ABOUT THIS EXERCISE: The full set of records is to be reproduced verbatim.

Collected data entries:
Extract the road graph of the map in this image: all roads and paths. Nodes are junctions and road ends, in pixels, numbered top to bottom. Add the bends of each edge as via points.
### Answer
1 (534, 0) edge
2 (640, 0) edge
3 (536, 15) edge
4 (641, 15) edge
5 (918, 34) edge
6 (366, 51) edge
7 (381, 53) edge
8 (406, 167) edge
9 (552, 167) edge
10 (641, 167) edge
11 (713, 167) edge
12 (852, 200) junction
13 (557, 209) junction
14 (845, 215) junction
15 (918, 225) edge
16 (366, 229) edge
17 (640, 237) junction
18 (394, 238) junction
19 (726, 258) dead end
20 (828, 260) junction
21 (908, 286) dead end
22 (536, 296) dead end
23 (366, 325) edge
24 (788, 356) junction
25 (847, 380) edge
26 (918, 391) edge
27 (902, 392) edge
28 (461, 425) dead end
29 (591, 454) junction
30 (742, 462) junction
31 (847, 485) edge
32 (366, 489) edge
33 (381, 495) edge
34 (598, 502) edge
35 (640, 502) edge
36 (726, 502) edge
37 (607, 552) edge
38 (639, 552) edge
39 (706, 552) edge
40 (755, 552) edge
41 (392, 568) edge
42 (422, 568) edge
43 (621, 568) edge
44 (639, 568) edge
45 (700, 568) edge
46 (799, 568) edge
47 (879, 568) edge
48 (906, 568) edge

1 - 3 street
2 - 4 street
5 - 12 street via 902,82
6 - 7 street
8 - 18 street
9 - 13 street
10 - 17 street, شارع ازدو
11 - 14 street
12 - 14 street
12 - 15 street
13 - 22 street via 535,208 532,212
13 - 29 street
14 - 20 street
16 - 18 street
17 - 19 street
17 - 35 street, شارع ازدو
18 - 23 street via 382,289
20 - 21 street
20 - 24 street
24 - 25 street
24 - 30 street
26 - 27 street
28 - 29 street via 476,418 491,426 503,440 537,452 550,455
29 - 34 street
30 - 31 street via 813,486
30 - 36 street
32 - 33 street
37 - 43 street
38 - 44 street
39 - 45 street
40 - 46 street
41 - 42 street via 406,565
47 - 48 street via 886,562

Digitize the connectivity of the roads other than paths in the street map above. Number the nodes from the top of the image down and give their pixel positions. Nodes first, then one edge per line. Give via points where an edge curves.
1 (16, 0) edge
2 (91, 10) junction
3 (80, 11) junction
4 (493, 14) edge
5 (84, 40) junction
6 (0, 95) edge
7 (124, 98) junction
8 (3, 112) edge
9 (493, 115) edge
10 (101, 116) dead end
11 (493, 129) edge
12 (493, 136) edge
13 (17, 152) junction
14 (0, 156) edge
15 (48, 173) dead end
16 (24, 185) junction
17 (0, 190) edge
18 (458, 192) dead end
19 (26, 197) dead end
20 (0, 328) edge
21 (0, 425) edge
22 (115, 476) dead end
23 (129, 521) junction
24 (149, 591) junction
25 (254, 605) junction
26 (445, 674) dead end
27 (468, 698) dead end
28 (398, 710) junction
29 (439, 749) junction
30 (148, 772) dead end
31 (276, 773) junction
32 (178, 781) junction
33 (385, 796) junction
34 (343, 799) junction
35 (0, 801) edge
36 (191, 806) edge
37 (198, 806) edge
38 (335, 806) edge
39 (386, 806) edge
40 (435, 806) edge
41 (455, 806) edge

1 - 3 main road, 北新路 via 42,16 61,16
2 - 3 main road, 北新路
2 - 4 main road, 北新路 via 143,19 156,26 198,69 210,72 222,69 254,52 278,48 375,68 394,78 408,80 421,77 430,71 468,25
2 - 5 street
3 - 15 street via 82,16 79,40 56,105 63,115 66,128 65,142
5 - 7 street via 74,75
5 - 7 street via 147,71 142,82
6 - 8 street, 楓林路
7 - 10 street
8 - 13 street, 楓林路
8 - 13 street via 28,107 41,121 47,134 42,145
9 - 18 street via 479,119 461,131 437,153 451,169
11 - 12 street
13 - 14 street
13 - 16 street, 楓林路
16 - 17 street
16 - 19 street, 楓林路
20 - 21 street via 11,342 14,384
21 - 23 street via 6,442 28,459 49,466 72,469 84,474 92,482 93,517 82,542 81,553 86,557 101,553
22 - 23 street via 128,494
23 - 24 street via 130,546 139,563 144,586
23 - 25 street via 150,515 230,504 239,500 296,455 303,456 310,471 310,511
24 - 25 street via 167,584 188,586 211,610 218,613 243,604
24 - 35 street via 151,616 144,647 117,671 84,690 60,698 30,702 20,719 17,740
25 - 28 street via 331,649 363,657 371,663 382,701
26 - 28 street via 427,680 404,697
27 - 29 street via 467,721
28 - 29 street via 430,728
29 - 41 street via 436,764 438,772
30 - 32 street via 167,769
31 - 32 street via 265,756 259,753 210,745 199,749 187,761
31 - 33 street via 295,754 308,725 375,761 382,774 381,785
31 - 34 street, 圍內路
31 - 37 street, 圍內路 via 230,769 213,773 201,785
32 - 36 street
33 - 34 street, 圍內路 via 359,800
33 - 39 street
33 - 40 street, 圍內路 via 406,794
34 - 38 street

ANSWER:
Extract the road graph of the map in this image: all roads and paths. Nodes are junctions and road ends, in pixels, numbered top to bottom. Add the bends of each edge as via points.
### Answer
1 (534, 0) edge
2 (640, 0) edge
3 (536, 15) edge
4 (641, 15) edge
5 (918, 34) edge
6 (366, 51) edge
7 (381, 53) edge
8 (406, 167) edge
9 (552, 167) edge
10 (641, 167) edge
11 (713, 167) edge
12 (852, 200) junction
13 (557, 209) junction
14 (845, 215) junction
15 (918, 225) edge
16 (366, 229) edge
17 (640, 237) junction
18 (394, 238) junction
19 (726, 258) dead end
20 (828, 260) junction
21 (908, 286) dead end
22 (536, 296) dead end
23 (366, 325) edge
24 (788, 356) junction
25 (847, 380) edge
26 (918, 391) edge
27 (902, 392) edge
28 (461, 425) dead end
29 (591, 454) junction
30 (742, 462) junction
31 (847, 485) edge
32 (366, 489) edge
33 (381, 495) edge
34 (598, 502) edge
35 (640, 502) edge
36 (726, 502) edge
37 (607, 552) edge
38 (639, 552) edge
39 (706, 552) edge
40 (755, 552) edge
41 (392, 568) edge
42 (422, 568) edge
43 (621, 568) edge
44 (639, 568) edge
45 (700, 568) edge
46 (799, 568) edge
47 (879, 568) edge
48 (906, 568) edge

1 - 3 street
2 - 4 street
5 - 12 street via 902,82
6 - 7 street
8 - 18 street
9 - 13 street
10 - 17 street, شارع ازدو
11 - 14 street
12 - 14 street
12 - 15 street
13 - 22 street via 535,208 532,212
13 - 29 street
14 - 20 street
16 - 18 street
17 - 19 street
17 - 35 street, شارع ازدو
18 - 23 street via 382,289
20 - 21 street
20 - 24 street
24 - 25 street
24 - 30 street
26 - 27 street
28 - 29 street via 476,418 491,426 503,440 537,452 550,455
29 - 34 street
30 - 31 street via 813,486
30 - 36 street
32 - 33 street
37 - 43 street
38 - 44 street
39 - 45 street
40 - 46 street
41 - 42 street via 406,565
47 - 48 street via 886,562

Digitize the connectivity of the roads other than paths in the street map above. Number the nodes from the top of the image down and give their pixel positions. Nodes first, then one edge per line. Give via points where an edge curves.
1 (16, 0) edge
2 (91, 10) junction
3 (80, 11) junction
4 (493, 14) edge
5 (84, 40) junction
6 (0, 95) edge
7 (124, 98) junction
8 (3, 112) edge
9 (493, 115) edge
10 (101, 116) dead end
11 (493, 129) edge
12 (493, 136) edge
13 (17, 152) junction
14 (0, 156) edge
15 (48, 173) dead end
16 (24, 185) junction
17 (0, 190) edge
18 (458, 192) dead end
19 (26, 197) dead end
20 (0, 328) edge
21 (0, 425) edge
22 (115, 476) dead end
23 (129, 521) junction
24 (149, 591) junction
25 (254, 605) junction
26 (445, 674) dead end
27 (468, 698) dead end
28 (398, 710) junction
29 (439, 749) junction
30 (148, 772) dead end
31 (276, 773) junction
32 (178, 781) junction
33 (385, 796) junction
34 (343, 799) junction
35 (0, 801) edge
36 (191, 806) edge
37 (198, 806) edge
38 (335, 806) edge
39 (386, 806) edge
40 (435, 806) edge
41 (455, 806) edge

1 - 3 main road, 北新路 via 42,16 61,16
2 - 3 main road, 北新路
2 - 4 main road, 北新路 via 143,19 156,26 198,69 210,72 222,69 254,52 278,48 375,68 394,78 408,80 421,77 430,71 468,25
2 - 5 street
3 - 15 street via 82,16 79,40 56,105 63,115 66,128 65,142
5 - 7 street via 74,75
5 - 7 street via 147,71 142,82
6 - 8 street, 楓林路
7 - 10 street
8 - 13 street, 楓林路
8 - 13 street via 28,107 41,121 47,134 42,145
9 - 18 street via 479,119 461,131 437,153 451,169
11 - 12 street
13 - 14 street
13 - 16 street, 楓林路
16 - 17 street
16 - 19 street, 楓林路
20 - 21 street via 11,342 14,384
21 - 23 street via 6,442 28,459 49,466 72,469 84,474 92,482 93,517 82,542 81,553 86,557 101,553
22 - 23 street via 128,494
23 - 24 street via 130,546 139,563 144,586
23 - 25 street via 150,515 230,504 239,500 296,455 303,456 310,471 310,511
24 - 25 street via 167,584 188,586 211,610 218,613 243,604
24 - 35 street via 151,616 144,647 117,671 84,690 60,698 30,702 20,719 17,740
25 - 28 street via 331,649 363,657 371,663 382,701
26 - 28 street via 427,680 404,697
27 - 29 street via 467,721
28 - 29 street via 430,728
29 - 41 street via 436,764 438,772
30 - 32 street via 167,769
31 - 32 street via 265,756 259,753 210,745 199,749 187,761
31 - 33 street via 295,754 308,725 375,761 382,774 381,785
31 - 34 street, 圍內路
31 - 37 street, 圍內路 via 230,769 213,773 201,785
32 - 36 street
33 - 34 street, 圍內路 via 359,800
33 - 39 street
33 - 40 street, 圍內路 via 406,794
34 - 38 street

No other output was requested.